Supplementary Figure 1 A: The loss value of the training and test dataset are plotted against the number of epoch on our proposed ANN modelusing resampling algorithms of (a) Undersampling, (b) Oversampling, and (c) SMOTE-ENN, where the SMOTE-ENN+ANN hybrid model shows lowest loss value (0.12).

Supplementary Figure 1B: The loss value of the training and test dataset are plotted against the number of epoch on our proposed CNN model using resampling algorithms of (a) Undersampling, (b) Oversampling, and (c) SMOTE-ENN, where the SMOTE-ENN+CNN hybrid model shows lowest loss value (0.16).

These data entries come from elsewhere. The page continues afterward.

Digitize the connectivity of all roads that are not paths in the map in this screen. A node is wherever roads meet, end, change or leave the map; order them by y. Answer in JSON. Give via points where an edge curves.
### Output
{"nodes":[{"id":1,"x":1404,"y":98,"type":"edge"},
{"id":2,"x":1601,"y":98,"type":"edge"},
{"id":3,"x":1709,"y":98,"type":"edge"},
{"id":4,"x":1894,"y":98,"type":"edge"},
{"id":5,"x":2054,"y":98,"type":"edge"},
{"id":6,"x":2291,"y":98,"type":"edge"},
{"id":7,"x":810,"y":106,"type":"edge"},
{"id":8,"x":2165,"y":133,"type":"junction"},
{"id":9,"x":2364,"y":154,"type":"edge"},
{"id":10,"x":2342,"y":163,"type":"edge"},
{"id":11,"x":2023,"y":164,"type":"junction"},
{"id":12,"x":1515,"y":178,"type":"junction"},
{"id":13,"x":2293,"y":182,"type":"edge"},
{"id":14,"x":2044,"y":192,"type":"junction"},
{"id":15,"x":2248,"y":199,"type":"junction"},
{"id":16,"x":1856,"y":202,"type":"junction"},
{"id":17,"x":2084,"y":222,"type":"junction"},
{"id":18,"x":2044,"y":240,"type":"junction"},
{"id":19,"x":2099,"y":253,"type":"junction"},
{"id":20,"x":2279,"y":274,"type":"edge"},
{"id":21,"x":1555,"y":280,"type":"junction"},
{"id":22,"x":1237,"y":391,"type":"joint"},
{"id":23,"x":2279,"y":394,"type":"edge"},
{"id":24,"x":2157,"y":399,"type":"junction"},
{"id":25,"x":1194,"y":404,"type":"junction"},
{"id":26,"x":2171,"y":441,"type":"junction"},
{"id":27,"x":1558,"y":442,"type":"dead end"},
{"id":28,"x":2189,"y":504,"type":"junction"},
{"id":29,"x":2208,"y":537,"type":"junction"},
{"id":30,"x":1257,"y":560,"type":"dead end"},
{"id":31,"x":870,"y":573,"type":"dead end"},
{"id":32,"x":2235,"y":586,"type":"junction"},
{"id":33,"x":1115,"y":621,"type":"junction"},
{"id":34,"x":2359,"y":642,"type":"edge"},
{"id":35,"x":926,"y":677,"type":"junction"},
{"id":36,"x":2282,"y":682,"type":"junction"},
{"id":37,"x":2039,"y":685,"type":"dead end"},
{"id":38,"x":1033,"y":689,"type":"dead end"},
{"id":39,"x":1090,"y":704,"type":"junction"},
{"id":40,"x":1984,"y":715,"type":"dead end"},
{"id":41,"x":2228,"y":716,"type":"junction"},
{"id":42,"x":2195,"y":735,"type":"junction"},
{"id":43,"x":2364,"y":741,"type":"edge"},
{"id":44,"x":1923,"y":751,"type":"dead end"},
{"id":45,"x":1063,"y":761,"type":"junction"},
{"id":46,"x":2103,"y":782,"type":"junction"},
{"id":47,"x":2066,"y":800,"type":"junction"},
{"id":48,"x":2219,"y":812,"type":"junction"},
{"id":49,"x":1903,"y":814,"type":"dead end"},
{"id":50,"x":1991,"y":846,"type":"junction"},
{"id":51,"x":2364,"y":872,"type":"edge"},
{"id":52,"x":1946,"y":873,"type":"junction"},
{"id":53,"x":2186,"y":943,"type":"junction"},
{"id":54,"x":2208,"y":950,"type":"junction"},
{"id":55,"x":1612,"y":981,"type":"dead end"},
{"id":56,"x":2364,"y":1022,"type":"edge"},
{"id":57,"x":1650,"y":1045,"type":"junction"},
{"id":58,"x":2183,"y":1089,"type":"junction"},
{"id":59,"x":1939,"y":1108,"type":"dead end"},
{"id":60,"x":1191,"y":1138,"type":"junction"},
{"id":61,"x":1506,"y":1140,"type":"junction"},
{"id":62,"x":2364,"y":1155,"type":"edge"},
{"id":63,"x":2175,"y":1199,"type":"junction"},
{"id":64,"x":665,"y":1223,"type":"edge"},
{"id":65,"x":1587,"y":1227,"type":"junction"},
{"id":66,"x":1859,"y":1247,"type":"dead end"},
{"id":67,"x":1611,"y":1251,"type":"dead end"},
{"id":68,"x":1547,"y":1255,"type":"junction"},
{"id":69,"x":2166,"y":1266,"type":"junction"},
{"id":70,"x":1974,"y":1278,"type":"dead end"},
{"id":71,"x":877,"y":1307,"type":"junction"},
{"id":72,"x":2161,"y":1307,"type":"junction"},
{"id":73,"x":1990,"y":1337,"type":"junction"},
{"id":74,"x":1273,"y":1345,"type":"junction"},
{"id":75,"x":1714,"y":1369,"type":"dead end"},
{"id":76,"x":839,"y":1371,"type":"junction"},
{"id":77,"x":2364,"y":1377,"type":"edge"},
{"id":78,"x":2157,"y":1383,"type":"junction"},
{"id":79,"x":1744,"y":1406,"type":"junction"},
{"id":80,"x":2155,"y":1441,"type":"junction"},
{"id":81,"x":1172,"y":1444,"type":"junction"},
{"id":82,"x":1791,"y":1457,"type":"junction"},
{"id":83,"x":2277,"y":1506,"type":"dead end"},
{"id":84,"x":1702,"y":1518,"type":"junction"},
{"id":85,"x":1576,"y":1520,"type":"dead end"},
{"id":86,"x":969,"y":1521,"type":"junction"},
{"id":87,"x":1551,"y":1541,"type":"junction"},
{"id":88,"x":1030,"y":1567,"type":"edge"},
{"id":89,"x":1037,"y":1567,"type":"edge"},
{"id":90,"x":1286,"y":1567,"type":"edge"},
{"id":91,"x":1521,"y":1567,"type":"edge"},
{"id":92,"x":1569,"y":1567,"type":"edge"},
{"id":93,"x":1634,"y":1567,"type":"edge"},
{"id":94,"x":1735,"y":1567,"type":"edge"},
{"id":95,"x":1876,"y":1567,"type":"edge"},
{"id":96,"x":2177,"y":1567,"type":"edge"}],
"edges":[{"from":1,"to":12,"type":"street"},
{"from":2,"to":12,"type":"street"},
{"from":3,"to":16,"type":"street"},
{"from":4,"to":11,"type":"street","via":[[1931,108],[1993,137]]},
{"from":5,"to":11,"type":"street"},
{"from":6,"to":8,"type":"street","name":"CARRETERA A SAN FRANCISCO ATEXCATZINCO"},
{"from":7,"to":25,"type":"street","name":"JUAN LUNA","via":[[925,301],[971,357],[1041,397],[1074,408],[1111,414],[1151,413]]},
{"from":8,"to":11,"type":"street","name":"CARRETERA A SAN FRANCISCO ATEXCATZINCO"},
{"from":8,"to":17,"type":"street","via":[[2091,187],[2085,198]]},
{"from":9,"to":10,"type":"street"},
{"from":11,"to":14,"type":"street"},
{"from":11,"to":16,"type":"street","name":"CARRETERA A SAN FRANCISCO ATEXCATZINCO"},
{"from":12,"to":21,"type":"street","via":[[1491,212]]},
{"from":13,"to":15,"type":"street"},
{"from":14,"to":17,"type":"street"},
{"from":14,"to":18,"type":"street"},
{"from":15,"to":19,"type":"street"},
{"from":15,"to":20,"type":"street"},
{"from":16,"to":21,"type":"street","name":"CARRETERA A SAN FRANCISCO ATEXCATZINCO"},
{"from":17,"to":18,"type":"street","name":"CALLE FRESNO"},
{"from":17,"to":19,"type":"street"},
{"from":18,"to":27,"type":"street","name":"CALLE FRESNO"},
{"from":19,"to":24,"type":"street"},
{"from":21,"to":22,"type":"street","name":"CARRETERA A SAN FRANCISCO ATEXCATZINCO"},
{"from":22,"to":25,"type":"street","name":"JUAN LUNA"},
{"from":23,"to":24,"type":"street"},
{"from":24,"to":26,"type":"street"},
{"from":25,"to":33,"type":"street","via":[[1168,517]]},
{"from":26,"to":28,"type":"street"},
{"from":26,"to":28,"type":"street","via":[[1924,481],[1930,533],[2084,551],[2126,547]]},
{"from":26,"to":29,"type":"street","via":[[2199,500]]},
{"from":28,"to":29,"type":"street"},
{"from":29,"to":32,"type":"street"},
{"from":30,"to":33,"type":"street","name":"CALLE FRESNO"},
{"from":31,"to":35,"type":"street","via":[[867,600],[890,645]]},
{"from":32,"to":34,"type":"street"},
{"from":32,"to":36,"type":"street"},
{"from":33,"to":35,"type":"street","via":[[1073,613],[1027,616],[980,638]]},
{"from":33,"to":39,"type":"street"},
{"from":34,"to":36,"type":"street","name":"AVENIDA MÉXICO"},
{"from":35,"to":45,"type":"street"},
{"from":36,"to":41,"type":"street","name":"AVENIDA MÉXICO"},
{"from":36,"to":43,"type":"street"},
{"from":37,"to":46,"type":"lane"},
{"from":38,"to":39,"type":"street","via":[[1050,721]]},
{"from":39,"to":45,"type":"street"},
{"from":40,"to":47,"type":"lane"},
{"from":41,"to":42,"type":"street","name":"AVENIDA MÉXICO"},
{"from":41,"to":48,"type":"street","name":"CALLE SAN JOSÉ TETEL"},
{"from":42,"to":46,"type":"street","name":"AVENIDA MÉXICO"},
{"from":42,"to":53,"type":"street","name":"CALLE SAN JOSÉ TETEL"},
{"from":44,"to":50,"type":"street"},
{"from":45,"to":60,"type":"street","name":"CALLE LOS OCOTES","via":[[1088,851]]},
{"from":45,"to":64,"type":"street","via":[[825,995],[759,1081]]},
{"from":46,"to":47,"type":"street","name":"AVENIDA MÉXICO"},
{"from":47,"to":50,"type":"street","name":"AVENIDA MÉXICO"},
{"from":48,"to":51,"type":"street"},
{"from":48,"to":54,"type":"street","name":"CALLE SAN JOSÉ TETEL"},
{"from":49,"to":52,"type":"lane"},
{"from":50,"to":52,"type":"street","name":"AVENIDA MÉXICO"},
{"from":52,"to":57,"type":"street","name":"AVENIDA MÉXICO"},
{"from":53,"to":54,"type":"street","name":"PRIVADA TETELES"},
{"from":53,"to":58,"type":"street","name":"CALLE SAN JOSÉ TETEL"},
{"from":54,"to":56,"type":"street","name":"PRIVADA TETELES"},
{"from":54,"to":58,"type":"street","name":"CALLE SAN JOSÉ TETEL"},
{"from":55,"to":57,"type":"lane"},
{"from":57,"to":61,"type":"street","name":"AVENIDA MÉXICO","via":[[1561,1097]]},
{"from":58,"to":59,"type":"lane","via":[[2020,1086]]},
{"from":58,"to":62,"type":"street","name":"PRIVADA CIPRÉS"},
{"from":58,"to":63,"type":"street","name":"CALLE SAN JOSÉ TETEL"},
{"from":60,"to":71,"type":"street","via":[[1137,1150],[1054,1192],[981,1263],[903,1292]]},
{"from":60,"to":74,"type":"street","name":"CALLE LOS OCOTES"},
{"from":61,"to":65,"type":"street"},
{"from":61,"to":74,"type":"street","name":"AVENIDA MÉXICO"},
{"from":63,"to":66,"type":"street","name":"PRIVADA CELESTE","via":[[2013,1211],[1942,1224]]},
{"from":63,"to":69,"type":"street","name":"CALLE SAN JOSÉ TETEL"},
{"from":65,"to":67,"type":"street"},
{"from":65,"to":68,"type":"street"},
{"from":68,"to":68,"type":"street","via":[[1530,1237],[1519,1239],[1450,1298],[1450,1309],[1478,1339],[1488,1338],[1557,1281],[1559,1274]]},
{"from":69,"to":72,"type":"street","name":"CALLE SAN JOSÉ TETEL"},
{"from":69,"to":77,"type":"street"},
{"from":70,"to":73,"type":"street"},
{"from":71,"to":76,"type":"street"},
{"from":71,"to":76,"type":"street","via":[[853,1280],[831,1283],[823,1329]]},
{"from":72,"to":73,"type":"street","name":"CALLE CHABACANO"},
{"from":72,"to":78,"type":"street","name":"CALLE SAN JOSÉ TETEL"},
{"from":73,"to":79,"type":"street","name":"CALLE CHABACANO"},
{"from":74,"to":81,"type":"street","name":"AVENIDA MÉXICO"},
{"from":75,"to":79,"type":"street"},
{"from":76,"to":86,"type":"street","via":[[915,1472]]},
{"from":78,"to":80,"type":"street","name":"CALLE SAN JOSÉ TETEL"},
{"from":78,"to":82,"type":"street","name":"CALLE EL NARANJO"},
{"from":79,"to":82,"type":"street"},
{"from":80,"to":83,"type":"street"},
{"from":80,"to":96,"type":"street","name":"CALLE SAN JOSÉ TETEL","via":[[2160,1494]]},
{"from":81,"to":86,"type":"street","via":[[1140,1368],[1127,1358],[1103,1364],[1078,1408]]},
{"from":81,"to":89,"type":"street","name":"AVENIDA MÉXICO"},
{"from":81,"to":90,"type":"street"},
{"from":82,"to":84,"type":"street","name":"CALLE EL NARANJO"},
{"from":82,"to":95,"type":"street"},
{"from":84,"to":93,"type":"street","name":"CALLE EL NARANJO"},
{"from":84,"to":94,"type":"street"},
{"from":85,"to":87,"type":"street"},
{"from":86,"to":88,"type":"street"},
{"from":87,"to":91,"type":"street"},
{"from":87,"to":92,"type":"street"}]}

Supplementary Figure 2: Bar chart showing specificity and sensitivity for the deep learning models using resampling algorithm of (a) Undersampling, (b) Oversampling, and (c) SMOTE-ENN, where the SMOTE-ENN+ANN hybrid model shows maximum sensitivity (0.95)  and SMOTE-ENN+ CNN shows a maximum specificity (1.00) of the anti-MARV test dataset.

Supplementary Figure 3: Confusion matrix of hybrid models (a) SMOTE-ENN+ANN and (b) SMOTE-ENN+CNN showing the proportion of each predicted class (x-axis) for molecules in each true class (y-axis); “0” represents inactive molecules and “1” represents active molecules.